Problem statement: Under this line are the records; write out word for word the part that begins at the line containing "middle mcp: (540, 473)" and ends at the line containing "thumb tip: (169, 245)", and no more.

Skeletal landmark data:

● ● ● ● ●

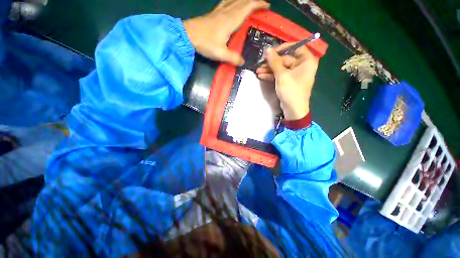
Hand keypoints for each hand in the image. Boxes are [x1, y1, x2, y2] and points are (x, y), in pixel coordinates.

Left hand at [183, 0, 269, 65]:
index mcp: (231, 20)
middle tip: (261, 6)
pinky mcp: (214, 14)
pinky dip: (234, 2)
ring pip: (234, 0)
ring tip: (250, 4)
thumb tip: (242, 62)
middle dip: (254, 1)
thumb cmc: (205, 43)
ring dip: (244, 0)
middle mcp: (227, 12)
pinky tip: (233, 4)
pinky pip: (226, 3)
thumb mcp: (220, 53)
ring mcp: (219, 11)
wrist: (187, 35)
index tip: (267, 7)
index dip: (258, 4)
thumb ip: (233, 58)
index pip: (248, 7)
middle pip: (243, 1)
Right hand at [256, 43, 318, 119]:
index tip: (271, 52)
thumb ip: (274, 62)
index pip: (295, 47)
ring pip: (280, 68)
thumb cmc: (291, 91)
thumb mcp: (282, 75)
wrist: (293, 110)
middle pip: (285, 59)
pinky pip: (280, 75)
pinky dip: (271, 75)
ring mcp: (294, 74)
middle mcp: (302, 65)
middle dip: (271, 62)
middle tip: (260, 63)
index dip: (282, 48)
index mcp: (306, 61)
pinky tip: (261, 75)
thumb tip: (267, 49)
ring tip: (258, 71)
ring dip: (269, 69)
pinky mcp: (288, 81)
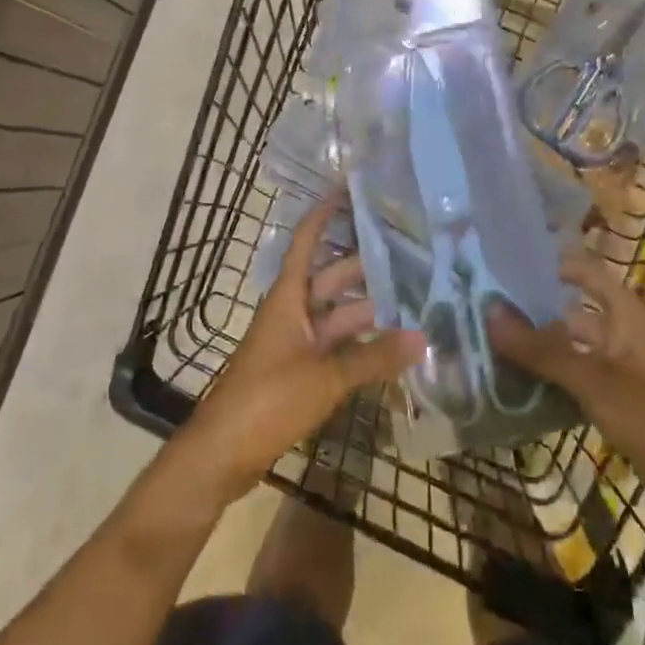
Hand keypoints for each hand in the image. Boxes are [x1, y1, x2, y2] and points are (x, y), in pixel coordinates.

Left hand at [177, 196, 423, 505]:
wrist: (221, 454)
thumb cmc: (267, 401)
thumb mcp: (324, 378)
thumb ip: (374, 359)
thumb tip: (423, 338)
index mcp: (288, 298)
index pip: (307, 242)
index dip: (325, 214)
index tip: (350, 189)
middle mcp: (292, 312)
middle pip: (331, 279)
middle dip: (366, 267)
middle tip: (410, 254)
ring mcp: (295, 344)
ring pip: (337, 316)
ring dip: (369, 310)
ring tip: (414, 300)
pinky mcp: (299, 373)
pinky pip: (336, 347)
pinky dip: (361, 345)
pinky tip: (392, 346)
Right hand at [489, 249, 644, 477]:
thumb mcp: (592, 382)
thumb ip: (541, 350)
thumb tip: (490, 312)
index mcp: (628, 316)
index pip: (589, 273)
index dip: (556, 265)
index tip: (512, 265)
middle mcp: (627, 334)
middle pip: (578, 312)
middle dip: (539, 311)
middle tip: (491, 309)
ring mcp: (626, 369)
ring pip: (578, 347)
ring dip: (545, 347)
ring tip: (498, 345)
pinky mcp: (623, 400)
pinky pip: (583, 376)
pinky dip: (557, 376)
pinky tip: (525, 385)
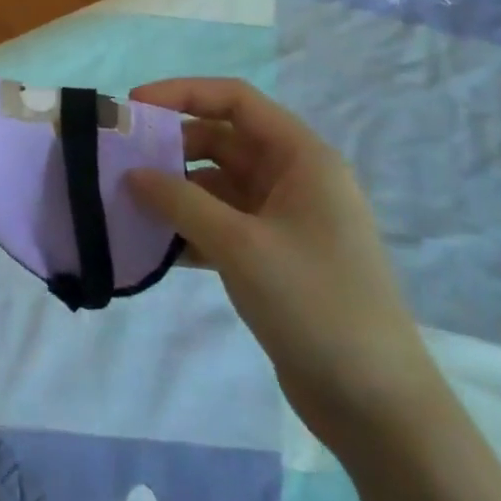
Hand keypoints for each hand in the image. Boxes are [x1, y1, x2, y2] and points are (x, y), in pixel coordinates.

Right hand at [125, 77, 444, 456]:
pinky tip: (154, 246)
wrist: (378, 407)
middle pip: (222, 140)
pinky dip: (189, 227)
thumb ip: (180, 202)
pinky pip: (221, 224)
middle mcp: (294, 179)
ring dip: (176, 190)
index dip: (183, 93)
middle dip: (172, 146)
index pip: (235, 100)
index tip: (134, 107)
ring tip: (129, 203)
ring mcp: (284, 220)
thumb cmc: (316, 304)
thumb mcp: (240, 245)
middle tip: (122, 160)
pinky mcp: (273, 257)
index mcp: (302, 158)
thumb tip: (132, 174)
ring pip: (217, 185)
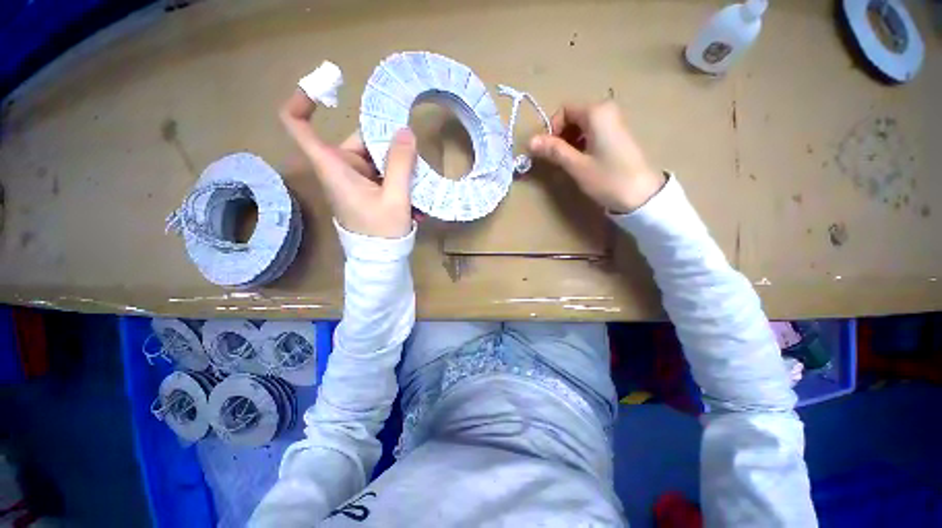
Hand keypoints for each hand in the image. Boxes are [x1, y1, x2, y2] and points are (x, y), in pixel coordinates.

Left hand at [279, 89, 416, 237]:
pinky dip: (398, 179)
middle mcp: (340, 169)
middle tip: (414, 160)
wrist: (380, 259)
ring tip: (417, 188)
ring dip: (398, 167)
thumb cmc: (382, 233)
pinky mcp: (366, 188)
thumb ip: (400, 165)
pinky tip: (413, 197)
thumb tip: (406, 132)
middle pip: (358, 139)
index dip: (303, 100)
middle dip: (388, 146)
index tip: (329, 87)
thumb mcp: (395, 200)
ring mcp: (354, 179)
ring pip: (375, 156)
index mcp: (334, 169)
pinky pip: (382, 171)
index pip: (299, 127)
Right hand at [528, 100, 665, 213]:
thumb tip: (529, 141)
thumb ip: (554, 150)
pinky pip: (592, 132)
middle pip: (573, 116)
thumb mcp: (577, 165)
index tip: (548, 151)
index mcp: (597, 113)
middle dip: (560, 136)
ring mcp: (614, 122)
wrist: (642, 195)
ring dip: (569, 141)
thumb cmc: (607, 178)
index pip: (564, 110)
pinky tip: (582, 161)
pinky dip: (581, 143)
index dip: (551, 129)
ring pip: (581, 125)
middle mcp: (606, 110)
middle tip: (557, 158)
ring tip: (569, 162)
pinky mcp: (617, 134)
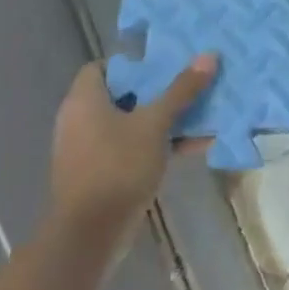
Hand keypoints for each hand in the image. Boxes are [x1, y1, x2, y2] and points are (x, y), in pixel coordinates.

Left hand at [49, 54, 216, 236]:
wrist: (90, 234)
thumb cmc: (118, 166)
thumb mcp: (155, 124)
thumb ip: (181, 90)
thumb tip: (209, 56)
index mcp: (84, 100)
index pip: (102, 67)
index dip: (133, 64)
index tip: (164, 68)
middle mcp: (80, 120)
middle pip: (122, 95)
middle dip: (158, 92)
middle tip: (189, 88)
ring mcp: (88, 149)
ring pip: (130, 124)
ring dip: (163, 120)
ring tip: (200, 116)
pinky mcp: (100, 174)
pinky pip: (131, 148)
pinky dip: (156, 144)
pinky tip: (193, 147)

● ● ● ● ●

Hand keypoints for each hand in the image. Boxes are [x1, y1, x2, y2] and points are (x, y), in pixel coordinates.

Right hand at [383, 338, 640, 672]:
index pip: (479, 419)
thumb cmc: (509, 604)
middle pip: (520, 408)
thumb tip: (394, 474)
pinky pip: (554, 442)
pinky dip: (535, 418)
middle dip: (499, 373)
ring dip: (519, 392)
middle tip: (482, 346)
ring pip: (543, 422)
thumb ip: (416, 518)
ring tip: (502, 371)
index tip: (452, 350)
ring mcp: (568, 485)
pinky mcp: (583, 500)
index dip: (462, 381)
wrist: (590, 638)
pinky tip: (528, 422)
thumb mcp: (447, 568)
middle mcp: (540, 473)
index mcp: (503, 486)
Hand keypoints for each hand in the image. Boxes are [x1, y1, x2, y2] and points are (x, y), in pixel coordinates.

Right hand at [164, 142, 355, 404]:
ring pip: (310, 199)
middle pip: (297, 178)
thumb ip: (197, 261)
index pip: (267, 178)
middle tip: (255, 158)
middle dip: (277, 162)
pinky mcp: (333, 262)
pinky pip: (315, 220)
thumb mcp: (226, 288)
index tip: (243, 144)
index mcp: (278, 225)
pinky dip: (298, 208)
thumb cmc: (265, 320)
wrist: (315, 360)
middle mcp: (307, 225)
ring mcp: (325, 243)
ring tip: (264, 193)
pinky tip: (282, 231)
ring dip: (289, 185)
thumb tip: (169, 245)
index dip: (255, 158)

● ● ● ● ●

Response to the exercise:
middle mcp: (540, 473)
index mcp: (503, 486)
Hand keypoints for each hand in the image. Boxes are [x1, y1, x2, y2] and points are (x, y), in pixel coordinates.

Right hand at [164, 142, 355, 404]:
ring pip: (310, 199)
middle pip: (297, 178)
thumb ip: (197, 261)
index pip: (267, 178)
middle tip: (255, 158)
middle dip: (277, 162)
pinky mcp: (333, 262)
pinky pip: (315, 220)
thumb mcp: (226, 288)
index tip: (243, 144)
index mcp: (278, 225)
pinky dip: (298, 208)
thumb cmc: (265, 320)
wrist: (315, 360)
middle mcp: (307, 225)
ring mcp: (325, 243)
ring tip: (264, 193)
pinky tip: (282, 231)
ring dip: (289, 185)
thumb tip: (169, 245)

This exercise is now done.